126 P.2d 47, 13 Wash. 2d 581
CourtWashington Supreme Court
DecidedMay 18, 1942
DocketNo. 28463.
StatusPublished
Cited by24 cases

This text of 126 P.2d 47 (In Re O'brien's Estate) is published on Counsel Stack Legal Research, covering Washington Supreme Court primary law. Counsel Stack provides free access to over 12 million legal documents including statutes, case law, regulations, and constitutions.

Bluebook
In Re O'brien's Estate, 126 P.2d 47, 13 Wash. 2d 581 (Wash. 1942).

Opinion

*582 Driver, J.

Julia E. O’Brien died February 19, 1940, leaving a will dated October 13, 1938. By order of the superior court, the will was admitted to probate, and the appointment of Lester P. O’Brien and Irene O’Brien, the joint executor and executrix nominated therein, was confirmed. Within six months thereafter, John S. Lynch, Sr., filed a petition contesting the will on the grounds that its execution had been induced by undue influence, and that the testatrix had lacked testamentary capacity. The contestant also presented for probate a will of the decedent executed in 1931, which named him as an executor. He was not related to the testatrix, nor was he a legatee or devisee under either will. The disposition of the estate under the provisions of the later will was substantially different from that of the earlier one. The court found for the contestant on the issue of mental incapacity of the testatrix and against him as to undue influence. From a decree revoking the probate of the later will and admitting the prior will to probate, the joint executor and executrix have appealed.
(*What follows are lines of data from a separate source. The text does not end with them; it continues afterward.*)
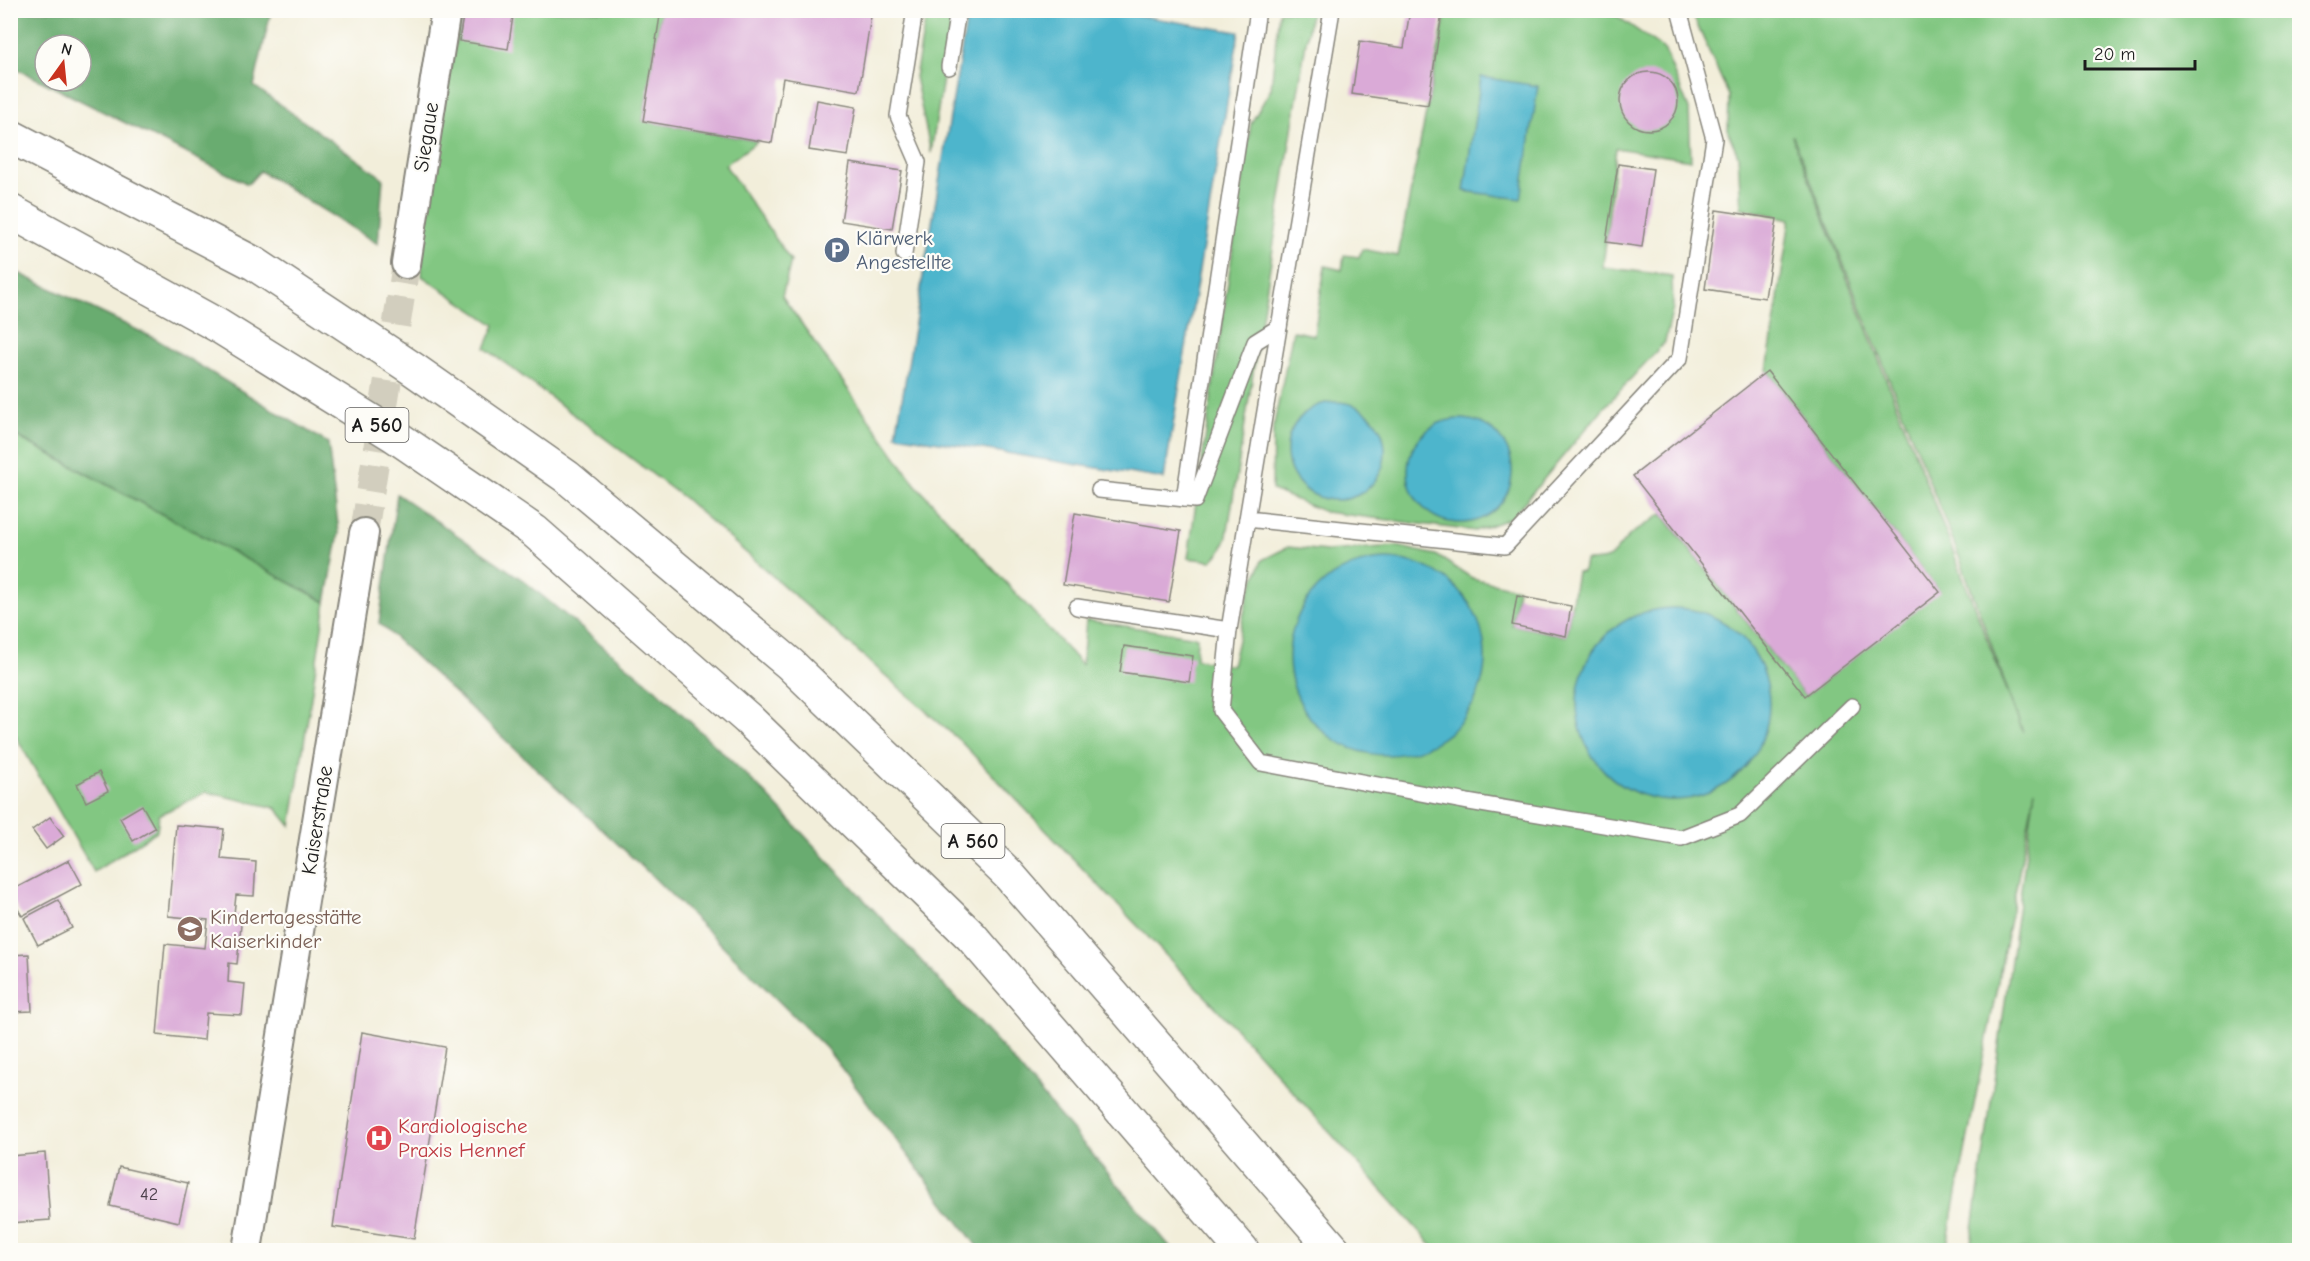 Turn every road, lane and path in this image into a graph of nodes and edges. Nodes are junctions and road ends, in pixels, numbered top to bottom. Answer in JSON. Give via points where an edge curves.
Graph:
{"nodes":[{"id":1,"x":446,"y":10,"type":"edge"},
{"id":2,"x":915,"y":10,"type":"edge"},
{"id":3,"x":958,"y":10,"type":"edge"},
{"id":4,"x":1258,"y":10,"type":"edge"},
{"id":5,"x":1332,"y":10,"type":"edge"},
{"id":6,"x":1679,"y":10,"type":"edge"},
{"id":7,"x":949,"y":67,"type":"dead end"},
{"id":8,"x":10,"y":136,"type":"edge"},
{"id":9,"x":10,"y":211,"type":"edge"},
{"id":10,"x":904,"y":254,"type":"dead end"},
{"id":11,"x":406,"y":264,"type":"tunnel mouth"},
{"id":12,"x":1279,"y":327,"type":"junction"},
{"id":13,"x":1099,"y":490,"type":"dead end"},
{"id":14,"x":1184,"y":499,"type":"junction"},
{"id":15,"x":1247,"y":519,"type":"junction"},
{"id":16,"x":364,"y":532,"type":"tunnel mouth"},
{"id":17,"x":1077,"y":607,"type":"dead end"},
{"id":18,"x":1229,"y":630,"type":"junction"},
{"id":19,"x":1852,"y":706,"type":"dead end"},
{"id":20,"x":247,"y":1251,"type":"edge"},
{"id":21,"x":1242,"y":1251,"type":"edge"},
{"id":22,"x":1334,"y":1251,"type":"edge"}],
"edges":[{"from":1,"to":11,"type":"street","name":"Siegaue"},
{"from":2,"to":10,"type":"lane","via":[[898,116],[918,162]]},
{"from":3,"to":7,"type":"lane"},
{"from":4,"to":14,"type":"lane"},
{"from":5,"to":12,"type":"lane"},
{"from":6,"to":15,"type":"lane","via":[[1714,139],[1680,358],[1505,546]]},
{"from":8,"to":22,"type":"highway","number":"A 560","via":[[255,264],[413,369],[567,477],[782,657],[1009,875]]},
{"from":9,"to":21,"type":"highway","number":"A 560","via":[[217,325],[392,434],[534,531],[748,718],[971,936]]},
{"from":12,"to":14,"type":"lane","via":[[1255,342],[1195,500]]},
{"from":12,"to":15,"type":"lane"},
{"from":13,"to":14,"type":"lane"},
{"from":15,"to":18,"type":"lane"},
{"from":16,"to":20,"type":"street","name":"Kaiserstraße"},
{"from":17,"to":18,"type":"lane"},
{"from":18,"to":19,"type":"lane","via":[[1221,711],[1261,763],[1681,838],[1740,815]]}]} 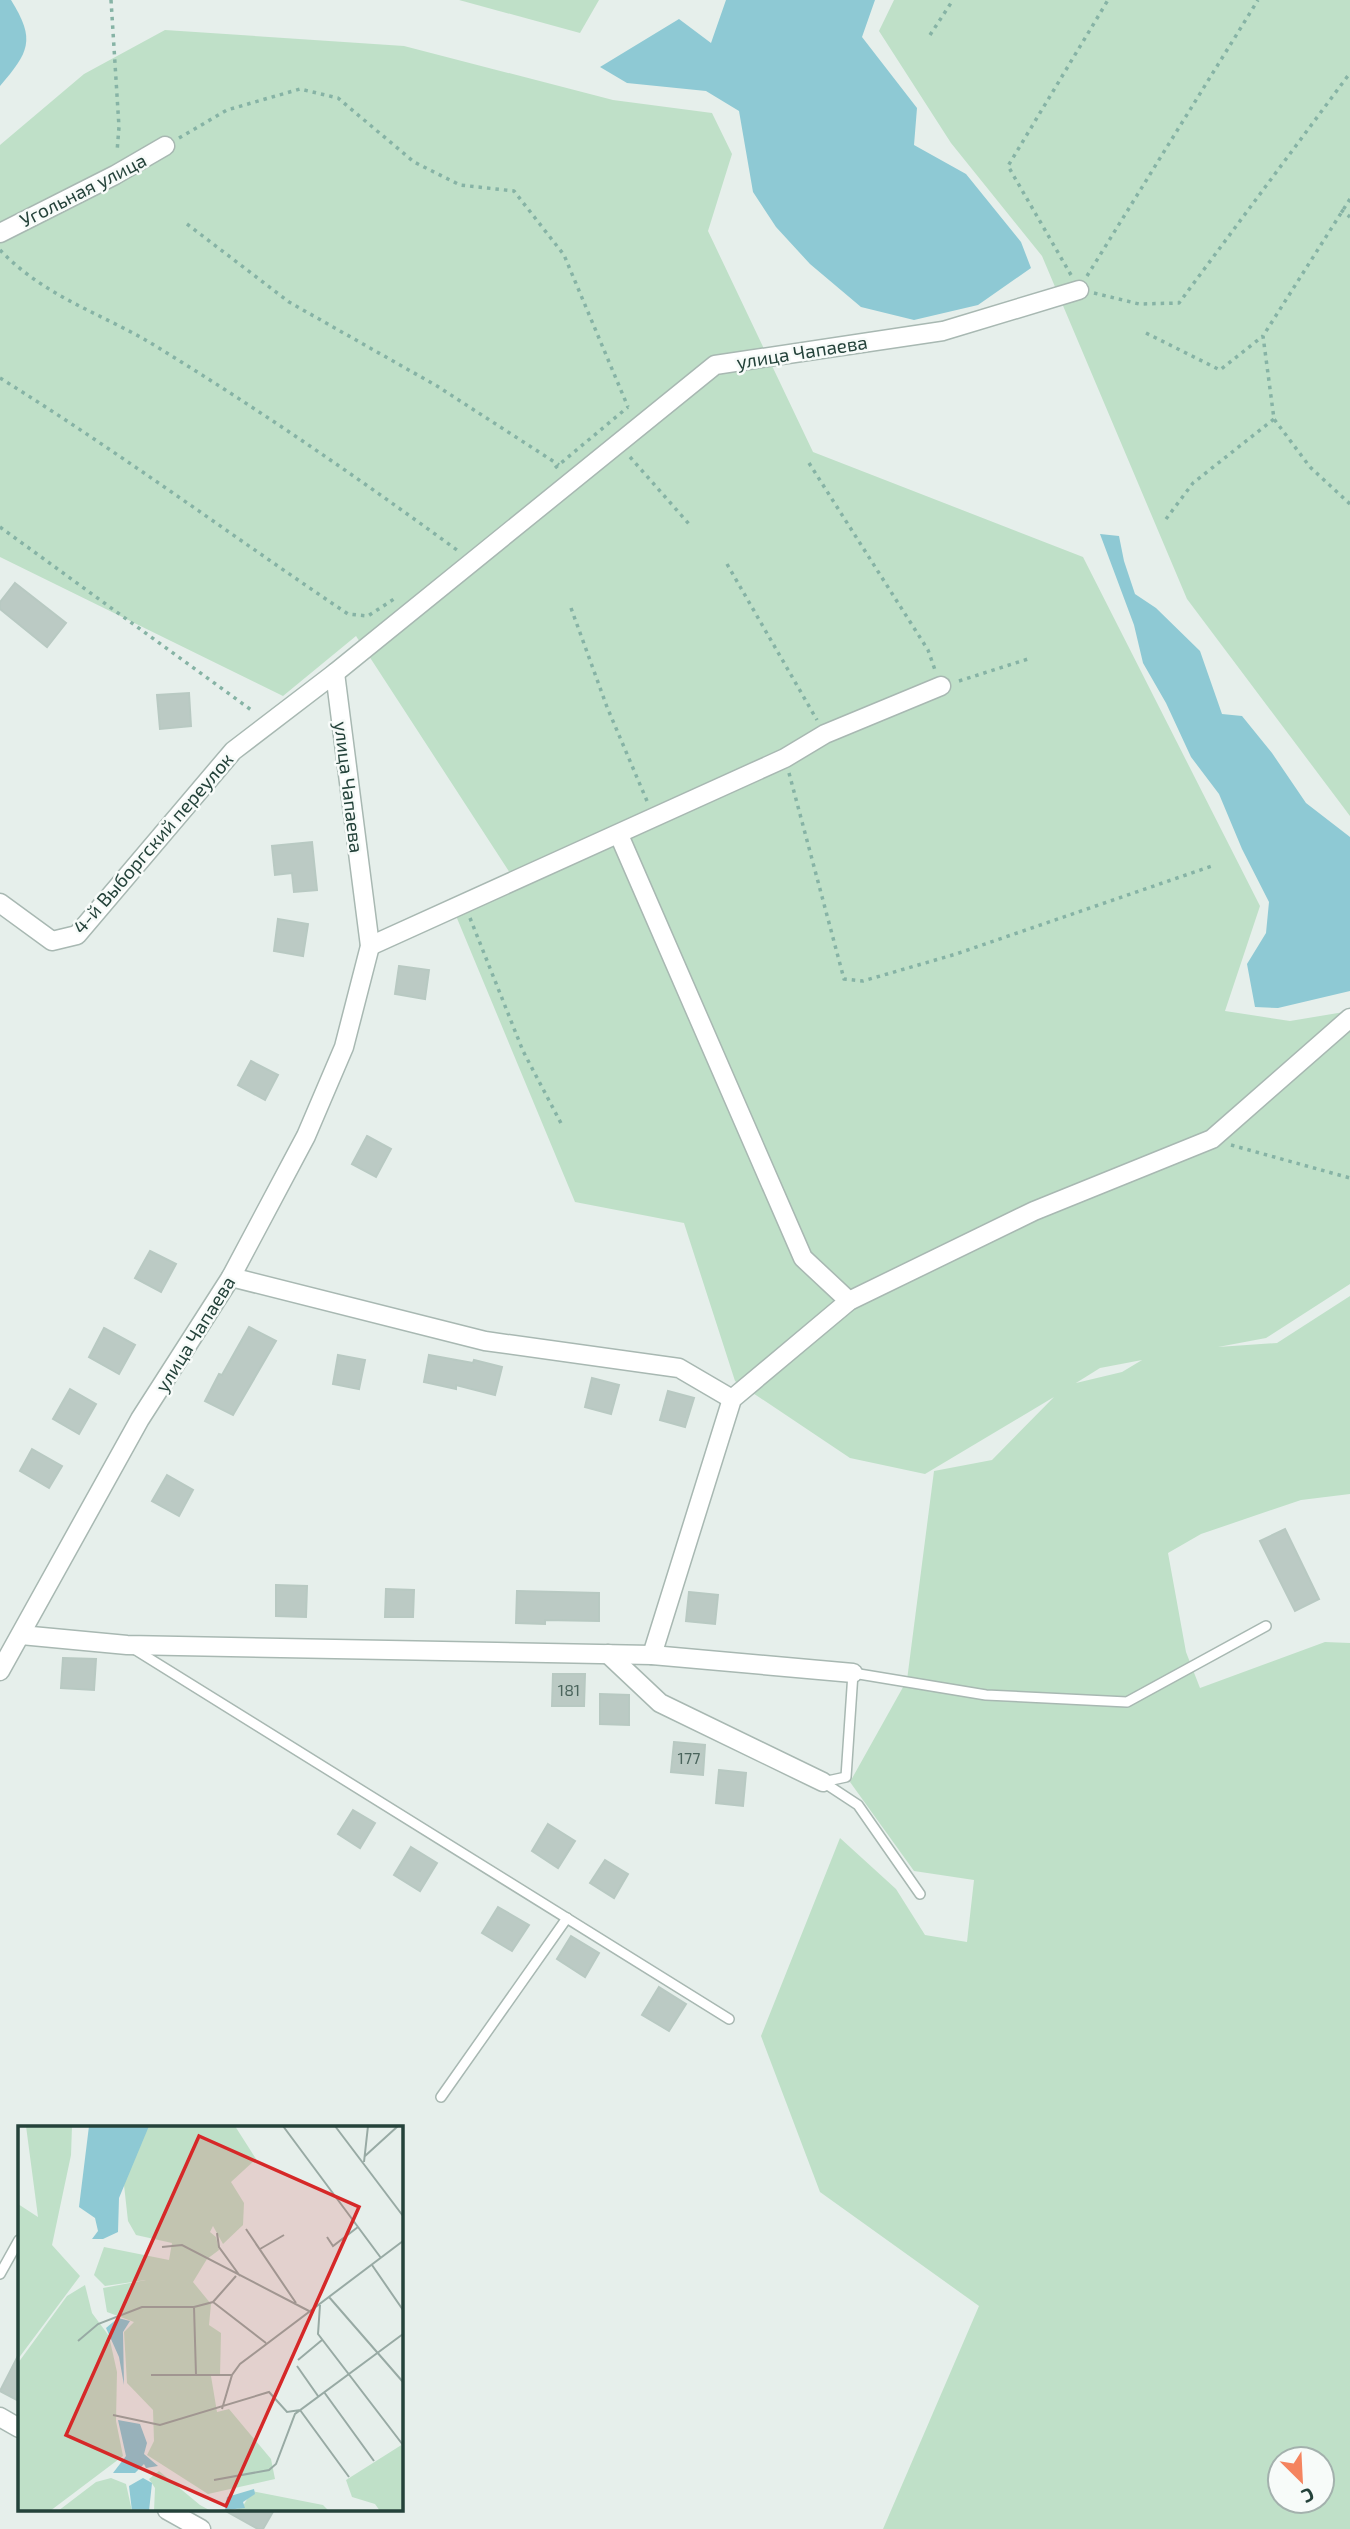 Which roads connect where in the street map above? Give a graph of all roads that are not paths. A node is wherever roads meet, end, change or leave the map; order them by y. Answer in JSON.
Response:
{"nodes":[{"id":1,"x":165,"y":146,"type":"road end"},
{"id":2,"x":0,"y":233,"type":"edge"},
{"id":3,"x":1079,"y":290,"type":"road end"},
{"id":4,"x":335,"y":673,"type":"junction"},
{"id":5,"x":941,"y":686,"type":"road end"},
{"id":6,"x":619,"y":835,"type":"junction"},
{"id":7,"x":0,"y":903,"type":"edge"},
{"id":8,"x":370,"y":946,"type":"junction"},
{"id":9,"x":1350,"y":1018,"type":"edge"},
{"id":10,"x":231,"y":1278,"type":"junction"},
{"id":11,"x":849,"y":1301,"type":"junction"},
{"id":12,"x":732,"y":1399,"type":"junction"},
{"id":13,"x":1266,"y":1626,"type":"dead end"},
{"id":14,"x":21,"y":1635,"type":"junction"},
{"id":15,"x":127,"y":1644,"type":"junction"},
{"id":16,"x":608,"y":1654,"type":"junction"},
{"id":17,"x":652,"y":1655,"type":"junction"},
{"id":18,"x":0,"y":1671,"type":"edge"},
{"id":19,"x":853,"y":1673,"type":"junction"},
{"id":20,"x":823,"y":1782,"type":"junction"},
{"id":21,"x":920,"y":1894,"type":"dead end"},
{"id":22,"x":567,"y":1918,"type":"junction"},
{"id":23,"x":729,"y":2019,"type":"dead end"},
{"id":24,"x":441,"y":2097,"type":"dead end"},
{"id":25,"x":18,"y":2242,"type":"edge"},
{"id":26,"x":0,"y":2274,"type":"edge"},
{"id":27,"x":0,"y":2417,"type":"edge"},
{"id":28,"x":18,"y":2427,"type":"edge"},
{"id":29,"x":171,"y":2512,"type":"edge"},
{"id":30,"x":201,"y":2529,"type":"edge"}],
"edges":[{"from":1,"to":2,"type":"street","name":"Угольная улица"},
{"from":3,"to":4,"type":"street","name":"улица Чапаева"},
{"from":4,"to":7,"type":"street","name":"4-й Выборгский переулок"},
{"from":4,"to":8,"type":"street","name":"улица Чапаева"},
{"from":5,"to":6,"type":"street"},
{"from":6,"to":8,"type":"street"},
{"from":6,"to":11,"type":"street"},
{"from":8,"to":10,"type":"street","name":"улица Чапаева"},
{"from":9,"to":11,"type":"street"},
{"from":10,"to":12,"type":"street"},
{"from":10,"to":14,"type":"street","name":"улица Чапаева"},
{"from":11,"to":12,"type":"street"},
{"from":12,"to":17,"type":"street"},
{"from":13,"to":19,"type":"lane"},
{"from":14,"to":15,"type":"street"},
{"from":14,"to":18,"type":"street","name":"улица Чапаева"},
{"from":15,"to":16,"type":"street"},
{"from":15,"to":22,"type":"lane"},
{"from":16,"to":17,"type":"street"},
{"from":16,"to":20,"type":"street"},
{"from":17,"to":19,"type":"street"},
{"from":19,"to":20,"type":"lane"},
{"from":20,"to":21,"type":"lane"},
{"from":22,"to":23,"type":"lane"},
{"from":22,"to":24,"type":"lane"},
{"from":25,"to":26,"type":"lane"},
{"from":27,"to":28,"type":"street"},
{"from":29,"to":30,"type":"street"}]}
At the very outset, we encounter appellants’ contention that respondent was not a proper person to wage a will contest under Rem. Rev. Stat., § 1385 [P. C. § 10017], which provides that:

“If any person interested in any will shall appear within six months immediately following the probate or rejection thereof, and by petition to the superior court having jurisdiction contest the validity of said will, or appear to have the will proven which has been rejected, he shall file a petition containing his objections and exceptions to said will, or to the rejection thereof.”

Specifically, the question presented by appellants’ contention is this: Was respondent, as an executor named in the earlier will, authorized to contest the *583 later will as a “person interested” within the meaning of the statute? The question has never before been passed upon by this court, and, as both parties to the present appeal agree, the cases from other jurisdictions are in hopeless conflict.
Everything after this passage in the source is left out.